Herr Wyrsch, Sie sagten vor den versammelten Bündner Hoteliers in Chur, Sie hätten genug vom «Hotel-Bashing».

Ja, ich meinte damit die Pauschalkritik von aussen an der Hotellerie, welche absolut ungerechtfertigt ist. Wir haben im Grossen und Ganzen kein Freundlichkeits- und auch kein Qualitätsproblem, sondern ein Währungsproblem. Das Gros der Gäste, welche bereit ist für Dienstleistungen mehr zu bezahlen, ist sehr glücklich mit der Schweizer Hotellerie. Aber der Euro-Wechselkurs, welches alles verteuert, ist immer schwieriger zu erklären.

Verschärft der Euro-Wechselkurs nicht vielmehr ein Preisproblem, das die Hotellerie schon lange hat?
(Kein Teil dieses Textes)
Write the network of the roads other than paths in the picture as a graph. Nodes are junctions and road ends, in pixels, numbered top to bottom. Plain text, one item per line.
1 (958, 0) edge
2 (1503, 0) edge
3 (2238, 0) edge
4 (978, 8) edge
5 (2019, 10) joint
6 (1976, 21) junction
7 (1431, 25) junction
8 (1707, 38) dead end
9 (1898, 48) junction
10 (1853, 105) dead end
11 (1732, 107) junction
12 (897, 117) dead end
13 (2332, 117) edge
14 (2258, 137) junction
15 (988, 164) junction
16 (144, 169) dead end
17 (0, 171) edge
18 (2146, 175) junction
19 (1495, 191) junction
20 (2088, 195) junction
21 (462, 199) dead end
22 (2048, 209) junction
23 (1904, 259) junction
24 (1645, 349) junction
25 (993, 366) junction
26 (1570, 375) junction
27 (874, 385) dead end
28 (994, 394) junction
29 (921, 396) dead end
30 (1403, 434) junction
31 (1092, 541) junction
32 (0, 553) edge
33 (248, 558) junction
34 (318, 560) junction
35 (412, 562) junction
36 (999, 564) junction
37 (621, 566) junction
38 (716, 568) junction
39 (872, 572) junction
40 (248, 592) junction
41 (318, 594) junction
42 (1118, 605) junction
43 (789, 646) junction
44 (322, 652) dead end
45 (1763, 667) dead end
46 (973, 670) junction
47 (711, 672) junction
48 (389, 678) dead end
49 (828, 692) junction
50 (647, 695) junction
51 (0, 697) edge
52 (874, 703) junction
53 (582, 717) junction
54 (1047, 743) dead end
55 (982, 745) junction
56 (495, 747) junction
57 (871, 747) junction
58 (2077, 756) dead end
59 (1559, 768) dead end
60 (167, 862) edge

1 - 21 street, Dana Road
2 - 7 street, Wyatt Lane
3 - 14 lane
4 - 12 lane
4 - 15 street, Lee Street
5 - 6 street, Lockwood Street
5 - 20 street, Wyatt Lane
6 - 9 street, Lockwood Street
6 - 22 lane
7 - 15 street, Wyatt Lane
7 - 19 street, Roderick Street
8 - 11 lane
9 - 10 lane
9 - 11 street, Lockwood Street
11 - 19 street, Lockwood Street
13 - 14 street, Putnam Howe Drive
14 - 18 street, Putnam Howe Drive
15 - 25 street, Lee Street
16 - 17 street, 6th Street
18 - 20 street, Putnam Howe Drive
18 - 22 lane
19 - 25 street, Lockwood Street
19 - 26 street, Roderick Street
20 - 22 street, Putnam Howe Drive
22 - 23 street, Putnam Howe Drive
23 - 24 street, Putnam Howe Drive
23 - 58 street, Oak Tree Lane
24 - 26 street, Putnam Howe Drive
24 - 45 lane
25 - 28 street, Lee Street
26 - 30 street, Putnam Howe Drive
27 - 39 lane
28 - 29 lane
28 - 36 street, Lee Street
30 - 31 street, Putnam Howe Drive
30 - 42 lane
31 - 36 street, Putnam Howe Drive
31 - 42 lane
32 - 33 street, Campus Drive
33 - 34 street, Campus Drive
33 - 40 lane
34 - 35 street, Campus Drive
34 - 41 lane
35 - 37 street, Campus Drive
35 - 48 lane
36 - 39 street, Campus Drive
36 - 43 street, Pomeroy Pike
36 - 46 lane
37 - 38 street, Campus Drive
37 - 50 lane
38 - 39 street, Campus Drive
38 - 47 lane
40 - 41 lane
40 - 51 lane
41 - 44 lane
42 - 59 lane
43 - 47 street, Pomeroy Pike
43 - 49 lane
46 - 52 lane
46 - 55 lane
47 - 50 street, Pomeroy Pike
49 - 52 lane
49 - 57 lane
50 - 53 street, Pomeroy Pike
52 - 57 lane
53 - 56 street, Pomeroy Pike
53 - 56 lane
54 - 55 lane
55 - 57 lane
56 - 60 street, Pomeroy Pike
Natürlich, der aktuelle Wechselkurs verschärft die Problematik massiv. Ich habe an der Delegiertenversammlung von Hotelleriesuisse Graubünden das Bild mit der Bleiweste verwendet. Verglichen zum einstigen Euro-Kurs von 1,50 Franken tragen wir heute bei einem Kurs von einem Franken eine 50 Kilogramm schwere Bleiweste mit uns herum. Und so müssen wir uns mit der Konkurrenz messen.

Bei den Hotelpreisen kann man nichts machen?

Doch, punktuell schon. Auch generell müssen wir über Kooperationen unsere Kostenstruktur anpassen. Ich würde nie einem Hotelier raten, es sei nichts mehr zu machen. Die Zitrone kann immer noch weiter ausgedrückt werden, ein Tropfen kommt immer noch raus.

Also ist der Bündner Tourismus eben doch zu teuer.

Es ist jetzt eine neue Situation. Im Moment kann man das vielleicht so sagen. Aber die strategische Alternative zum Drücken der Preise ist, dem Gast Mehrwert zu bieten.

Alle sprechen von Kooperationen in den touristischen Destinationen. Glauben Sie wirklich daran?

Ja, jetzt glaube ich daran, weil der Leidensdruck so gross ist, dass jeder von sich aus auf den anderen zugeht. Synergien beim Personal oder im Vertrieb sind jetzt möglich.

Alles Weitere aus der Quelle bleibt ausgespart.